After demonstrations in Virginia over the planned removal of a statue of Confederate General Robert E. Lee left one dead and dozens injured, the question of whether such statues should be left in place or taken down has raged throughout the US media. BECCA WATSON and GREG MORTON take a look through the history of the destruction of statues to answer the question – is destroying a statue destroying history?


“People simply disappeared, always during the night. Your name was removed from the registers, every record of everything you had ever done was wiped out, your one-time existence was denied and then forgotten. You were abolished, annihilated: vaporized was the usual word.”
                                  George Orwell, 1984

US President Donald Trump has condemned the removal of statues of Confederate Generals as ripping apart the culture and history of America (via Twitter)
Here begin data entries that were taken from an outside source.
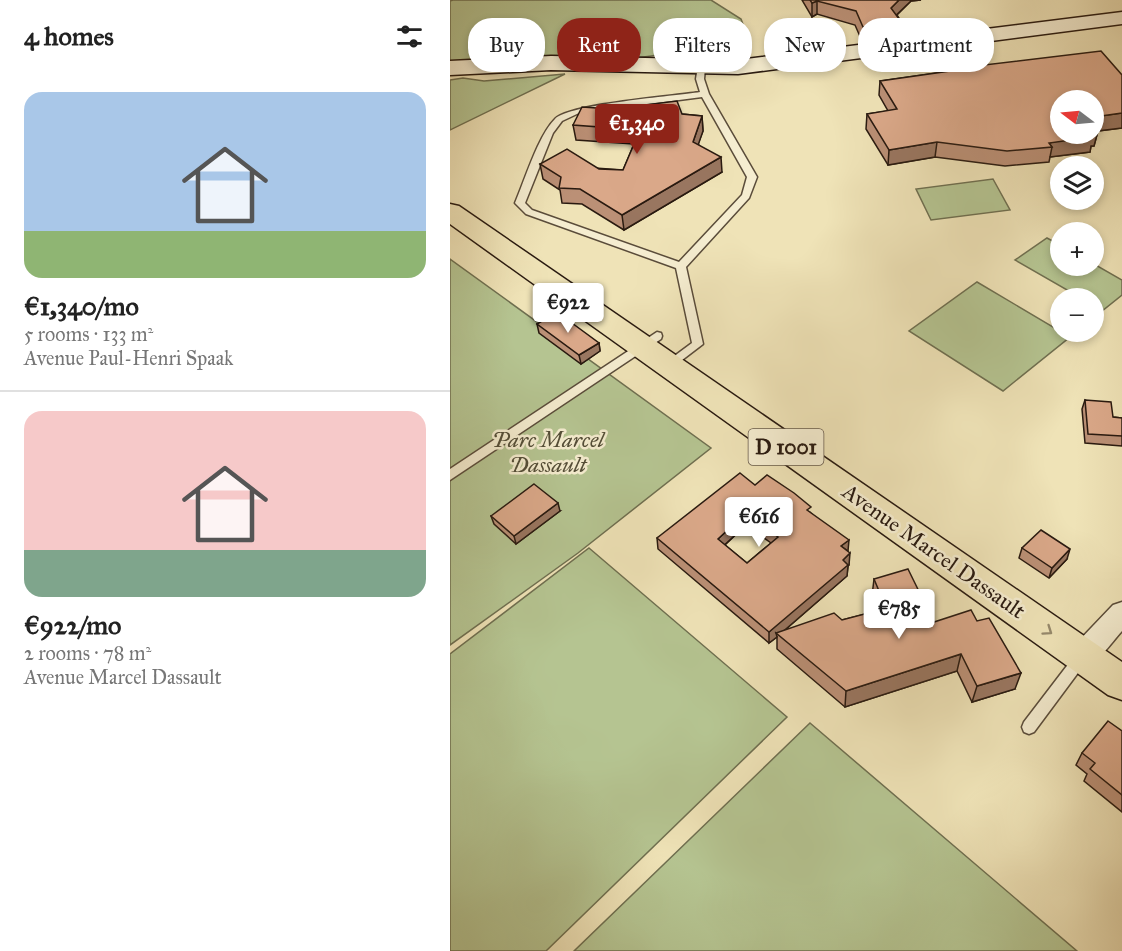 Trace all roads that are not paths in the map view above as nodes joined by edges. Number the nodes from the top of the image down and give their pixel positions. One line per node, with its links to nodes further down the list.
1 (1122, 18): 3 (street)
2 (545, 63): 4 (street)
3 (752, 65)
4 (653, 66)
5 (468, 67): 6 (street)
6 (450, 68)
7 (472, 72): 9 (street)
8 (701, 72): 10 (lane)
9 (450, 75)
10 (705, 94): 13 (lane); 13 (lane)
11 (450, 192): 14 (main road, Avenue Marcel Dassault / D 1001)
12 (450, 212): 14 (main road, Avenue Marcel Dassault / D 1001)
13 (681, 266): 15 (lane)
14 (649, 341): 15 (main road, Avenue Marcel Dassault / D 1001); 16 (lane)
15 (677, 360): 18 (main road, Avenue Marcel Dassault / D 1001)
16 (450, 475)
17 (1122, 613): 18 (street)
18 (1101, 650): 19 (main road, Avenue Marcel Dassault / D 1001); 20 (lane)
19 (1122, 683)
20 (1029, 727)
With controversy running rampant over the removal of statues of Confederate leaders in the US, one concept keeps cropping up: the destruction, denial, or removal of history. But does pulling down statues of individuals really equate to their erasure – or to the ‘ripping apart’ of history? We take a quick tour of the deliberate destruction of representations of individuals in the past to explore this phenomenon.

“Damnatio Memoriae”

Humankind has a history of removing, damaging or destroying representations of politically significant – and controversial – individuals.

Portraits had always been an important symbol of power and legitimacy in Rome. For Republican elites, for example, that meant displaying busts of one’s heroic ancestors along your hallways to guests. The first Roman Emperor, Augustus, eagerly bought into this potency – sending his portrait around the world on coins and statues.

This symbolism, however, had its dangers. On the death of the emperor Nero in AD 69, a wave of violence was directed at his image, both in Rome and across the empire. Statues were toppled, faces smashed. This was, apparently, not orchestrated centrally. Rather, the initiative was taken by individuals keen to appease Nero’s successors.

The potential underlying this destruction was clearly noted by some at Rome. When the much-hated emperor Domitian was assasinated in AD 96 an official message was sent to all corners of the world, mandating ‘damnatio memoriae’ – portrait destruction.

For interested historians looking back, this typical Roman efficiency can be deeply frustrating. Nonetheless, archaeologists have developed techniques for spotting an intentionally destroyed portrait. For example, when a marble bust has simply been recarved awkwardly into the image of the victim’s successor, leaving tell-tale signs of the original features.

A portrait of the Severan family, with the face of Geto removed (public domain, via Wikimedia Commons)

In fact, however, this technique is often not needed. In the case of the second century Severan Tondo, for example, only the face was removed – leaving the subject’s identity clear. Whoever scratched out the emperor Geta’s head from the tondo clearly wanted his identity to be remembered. Geta was not being ‘removed from history’. Rather, Roman Damnatio Memoriae strove to take the power away from a portrait.

A Queen Forgotten?

Similarly, Hatshepsut, the Eighteenth Dynasty Pharaoh, had evidence of her reign destroyed by her heir and stepson, Thutmose III, for whom she had acted as regent. Her cartouches were chiselled from walls, and her statues removed. Some of these statues were smashed or defaced before being buried in pits, an act which would seem to imply some strong feeling towards the Queen.

However, there’s no evidence that Thutmose III bore any animosity towards Hatshepsut during her reign when he was young – nor indeed in the twenty years after her death before he began to destroy her image. Perhaps he sought to remove evidence of his co-regent, and to paint himself as sole ruler – a fabrication which would lend itself towards the legitimacy of his own son and heir, Amenhotep II. Perhaps, as has been suggested, the impetus did not stem from the aging Thutmose III, but from Amenhotep II.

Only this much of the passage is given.